Declining revenues becoming a common theme

Comment: What the Vulture sees

The Vulture sees NetApp having no effective riposte to server-side SAN architectures such as VMware's VSAN and EVO: RAIL, and the hyper-converged server/storage/networking products from Nutanix, Simplivity and also Maxta and Gridstore.

Every server-side SAN is a physical SAN array sale lost. NetApp's mainstream array competitors are getting into this area:

  • EMC with EVO: RAIL and EVO: RACK in development
  • Dell OEM'ming Nutanix
  • Cisco in deal with Simplivity
  • HP's StoreVirtual 200-HC product

Lenovo and Fujitsu are bound to do EVO:RAIL-type products – they sell more servers that way.

Our take here is that NetApp needs to get into the server-side SAN market as fast as possible.
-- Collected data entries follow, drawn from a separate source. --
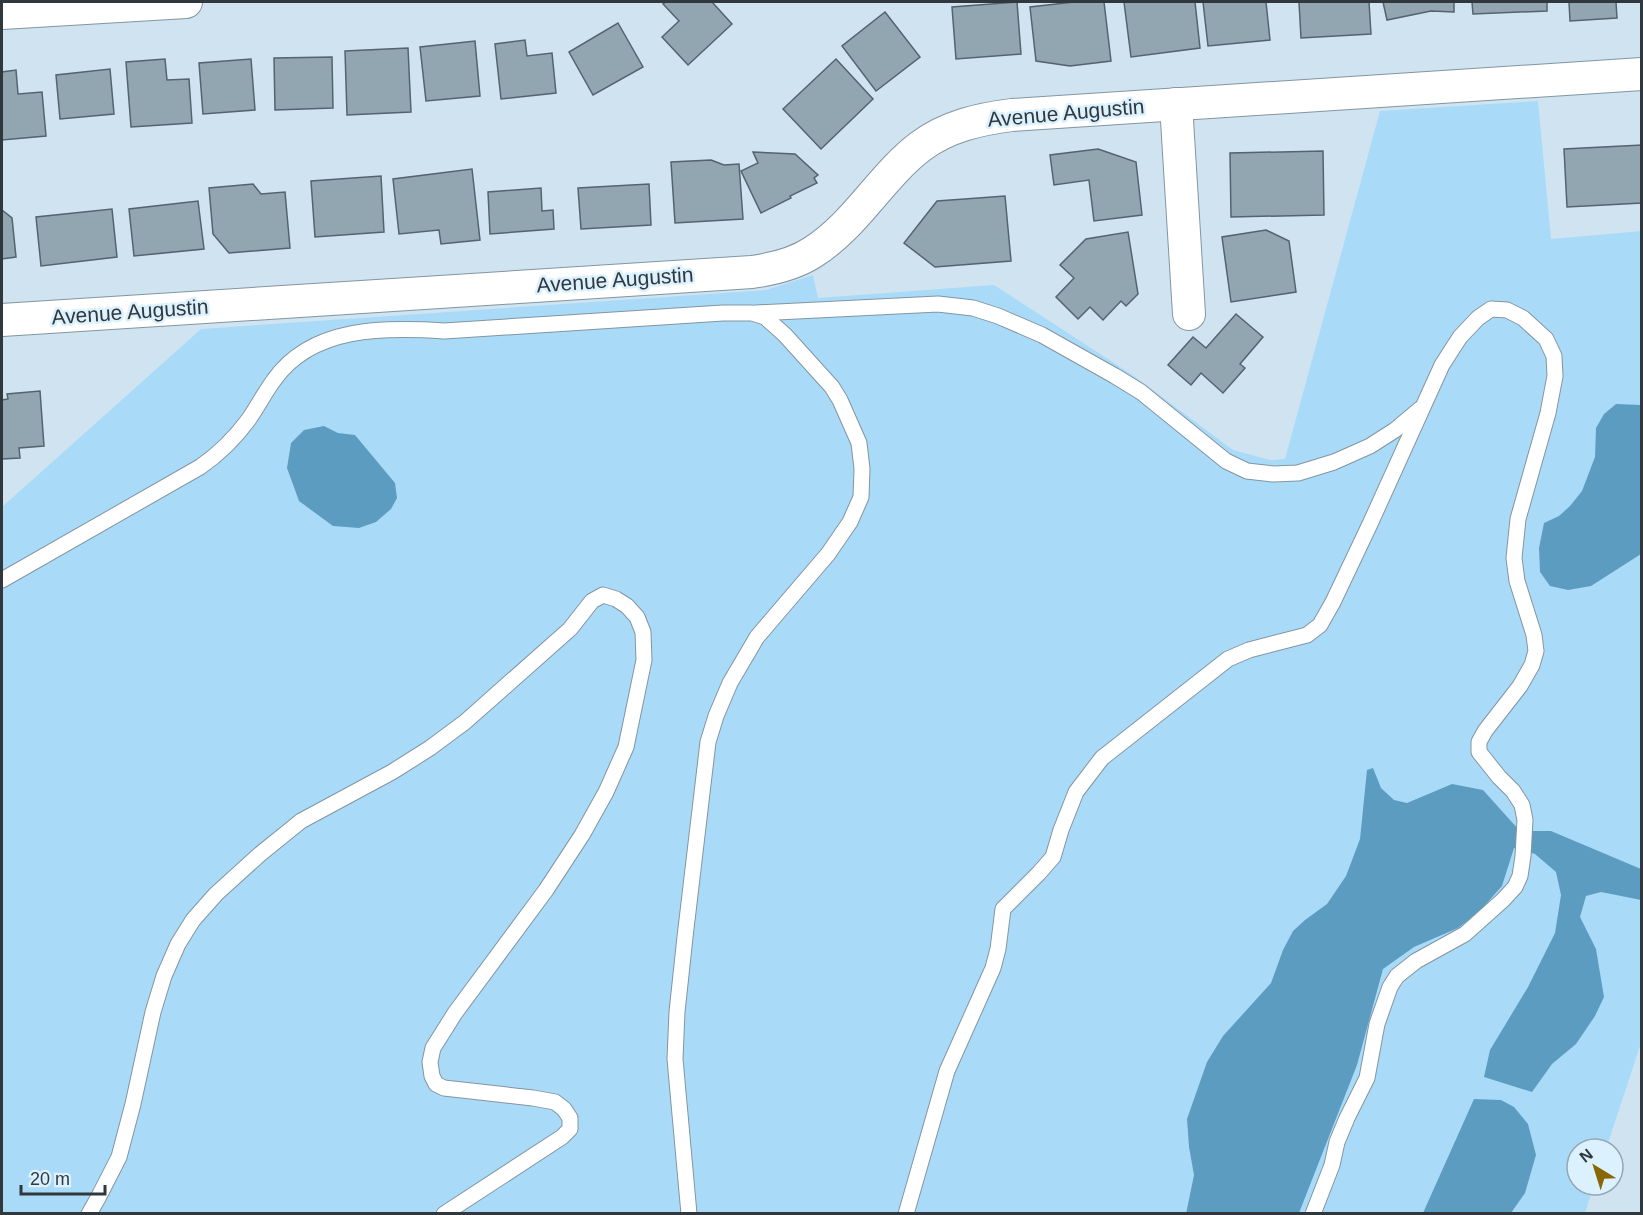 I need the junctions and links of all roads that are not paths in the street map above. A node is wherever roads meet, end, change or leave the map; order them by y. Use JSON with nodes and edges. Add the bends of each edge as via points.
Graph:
{"nodes":[{"id":1,"x":186,"y":2,"type":"edge"},
{"id":2,"x":2,"y":13,"type":"edge"},
{"id":3,"x":1641,"y":74,"type":"edge"},
{"id":4,"x":1176,"y":104,"type":"junction"},
{"id":5,"x":752,"y":313,"type":"junction"},
{"id":6,"x":1189,"y":314,"type":"dead end"},
{"id":7,"x":2,"y":320,"type":"edge"},
{"id":8,"x":1422,"y":408,"type":"junction"},
{"id":9,"x":2,"y":580,"type":"edge"},
{"id":10,"x":89,"y":1214,"type":"edge"},
{"id":11,"x":444,"y":1214,"type":"edge"},
{"id":12,"x":689,"y":1214,"type":"edge"},
{"id":13,"x":906,"y":1214,"type":"edge"},
{"id":14,"x":1313,"y":1214,"type":"edge"}],
"edges":[{"from":1,"to":2,"type":"street"},
{"from":3,"to":4,"type":"street","name":"Avenue Augustin"},
{"from":4,"to":6,"type":"street","name":"Avenue Augustin"},
{"from":4,"to":7,"type":"street","name":"Avenue Augustin","via":[[1012,115],[955,127],[907,158],[856,214],[812,253],[774,268]]},
{"from":5,"to":8,"type":"lane","via":[[938,304],[973,308],[1042,335],[1115,375],[1226,461],[1246,471],[1298,473],[1334,462],[1370,446]]},
{"from":5,"to":9,"type":"lane","via":[[444,331],[381,330],[321,342],[288,363],[230,443],[215,457]]},
{"from":5,"to":12,"type":"lane","via":[[765,317],[785,334],[836,393],[860,442],[861,498],[828,554],[757,637],[730,683],[708,742],[684,937],[675,1059]]},
{"from":8,"to":13,"type":"lane","via":[[1320,625],[1307,635],[1228,659],[1102,758],[1076,792],[1053,857],[1003,909],[993,968],[947,1071]]},
{"from":8,"to":14,"type":"lane","via":[[1460,337],[1491,309],[1507,310],[1523,318],[1546,339],[1554,356],[1555,376],[1518,519],[1514,558],[1536,651],[1520,686],[1479,742],[1479,752],[1522,806],[1523,856],[1520,876],[1503,900],[1465,934],[1416,961],[1390,987],[1377,1024],[1367,1078],[1337,1142]]},
{"from":10,"to":11,"type":"lane","via":[[119,1157],[164,976],[193,920],[216,894],[301,821],[392,772],[465,722],[570,629],[592,601],[603,595],[627,606],[643,632],[644,660],[626,747],[582,835],[455,1013],[433,1048],[430,1062],[436,1084],[444,1088],[555,1102],[570,1118],[570,1129]]}]}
It is behind its competitors and losing deals, indeed being cut out of deals because it has no viable server-side SAN product.

So come on then, buy Nutanix (and toss a bomb into the Dell OEM deal) or buy Simplivity and strengthen the relationship with Cisco. If there's a bidding war with Cisco, so be it. Outbid Cisco and be the first to link a server-side SAN/hyper-converged system to a networked array. Think hyper-converged ONTAP.

Why?

NetApp may not be able to grow its ONTAP customer base against the concerted attacks by all-flash array vendors and startups; hybrid array startups; better-than-Engenio HPC/big data/scale-out arrays like that of DDN; cheap software-based arrays from VMware and its cohorts; Nexenta and the like; as well as the siren calls of the public cloud sucking up data from enterprise data centres.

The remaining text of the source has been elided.